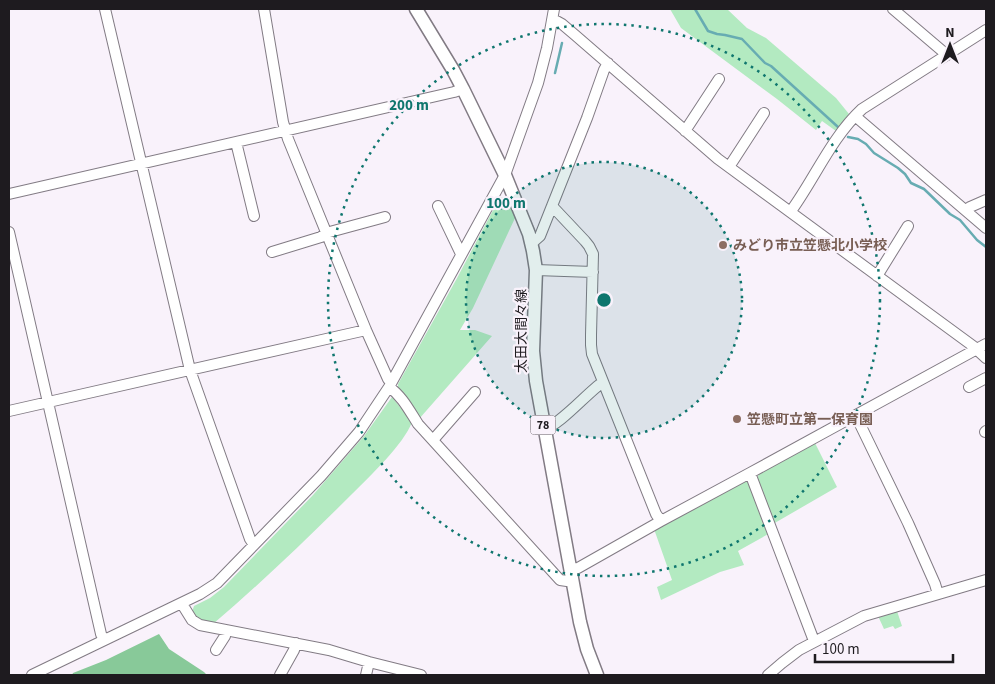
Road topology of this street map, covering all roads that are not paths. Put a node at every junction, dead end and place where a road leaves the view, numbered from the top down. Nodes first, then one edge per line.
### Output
1 (105, 9) edge
2 (264, 9) edge
3 (416, 9) edge
4 (893, 9) edge
5 (554, 14) edge
6 (986, 30) edge
7 (947, 55) junction
8 (608, 63) junction
9 (719, 80) dead end
10 (463, 89) junction
11 (764, 113) dead end
12 (855, 116) junction
13 (285, 131) junction
14 (685, 131) junction
15 (236, 142) junction
16 (141, 163) junction
17 (729, 167) junction
18 (505, 175) junction
19 (9, 194) edge
20 (986, 200) edge
21 (438, 206) dead end
22 (552, 206) junction
23 (966, 210) junction
24 (791, 211) junction
25 (254, 216) dead end
26 (385, 217) dead end
27 (908, 226) dead end
28 (986, 228) edge
29 (9, 232) edge
30 (326, 233) junction
31 (532, 243) junction
32 (272, 252) dead end
33 (461, 254) junction
34 (536, 270) junction
35 (593, 272) junction
36 (877, 276) junction
37 (366, 330) junction
38 (982, 347) edge
39 (986, 358) edge
40 (190, 370) junction
41 (986, 378) edge
42 (603, 382) junction
43 (390, 384) junction
44 (969, 387) dead end
45 (475, 392) dead end
46 (47, 402) junction
47 (9, 411) edge
48 (856, 416) junction
49 (544, 429) junction
50 (433, 440) junction
51 (750, 473) junction
52 (660, 521) junction
53 (254, 545) junction
54 (571, 575) junction
55 (986, 580) edge
56 (938, 594) junction
57 (182, 604) junction
58 (226, 630) junction
59 (104, 640) junction
60 (814, 641) junction
61 (296, 643) junction
62 (216, 650) dead end
63 (370, 662) junction
64 (32, 675) edge
65 (280, 675) edge
66 (366, 675) edge
67 (421, 675) edge
68 (597, 675) edge
69 (768, 675) edge

1 - 16 street
2 - 13 street
3 - 10 main road, 太田大間々線 / 78
4 - 7 street
5 - 8 street
5 - 18 street
6 - 7 street
7 - 12 street
8 - 14 street
8 - 22 street
9 - 14 street
10 - 13 street
10 - 18 main road, 太田大間々線 / 78
11 - 17 street
12 - 23 street
12 - 24 street
13 - 15 street
13 - 30 street
14 - 17 street
15 - 16 street
15 - 25 street
16 - 19 street
16 - 40 street
17 - 24 street
18 - 31 main road, 太田大間々線 / 78
18 - 33 street
20 - 23 street
21 - 33 street
22 - 31 street
22 - 35 street
23 - 28 street
24 - 36 street
26 - 30 street
27 - 36 street
29 - 46 street
30 - 32 street
30 - 37 street
31 - 34 main road, 太田大間々線 / 78
33 - 43 street
34 - 35 street
34 - 49 main road, 太田大間々線 / 78
35 - 42 street
36 - 38 street
37 - 40 street
37 - 43 street
38 - 39 street
38 - 48 street
40 - 46 street
40 - 53 street
41 - 44 street
42 - 49 street
42 - 52 street
43 - 50 street
43 - 53 street
45 - 50 street
46 - 47 street
46 - 59 street
48 - 51 street
48 - 56 street
49 - 54 main road, 太田大間々線 / 78
50 - 54 street
51 - 52 street
51 - 60 street
52 - 54 street
53 - 57 street
54 - 68 main road, 太田大間々線 / 78
55 - 56 street
56 - 60 street
57 - 58 street
57 - 59 street
58 - 61 street
58 - 62 street
59 - 64 street
60 - 69 street
61 - 63 street
61 - 65 street
63 - 66 street
63 - 67 street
++++++
* _Task requirements_:
Locate the string "太田大間々線" in the listing above and copy every line where it occurs.

* _Solution to the problem_:
3 - 10 main road, 太田大間々線 / 78
10 - 18 main road, 太田大間々線 / 78
18 - 31 main road, 太田大間々線 / 78
31 - 34 main road, 太田大間々線 / 78
34 - 49 main road, 太田大間々線 / 78
49 - 54 main road, 太田大間々線 / 78
54 - 68 main road, 太田大間々線 / 78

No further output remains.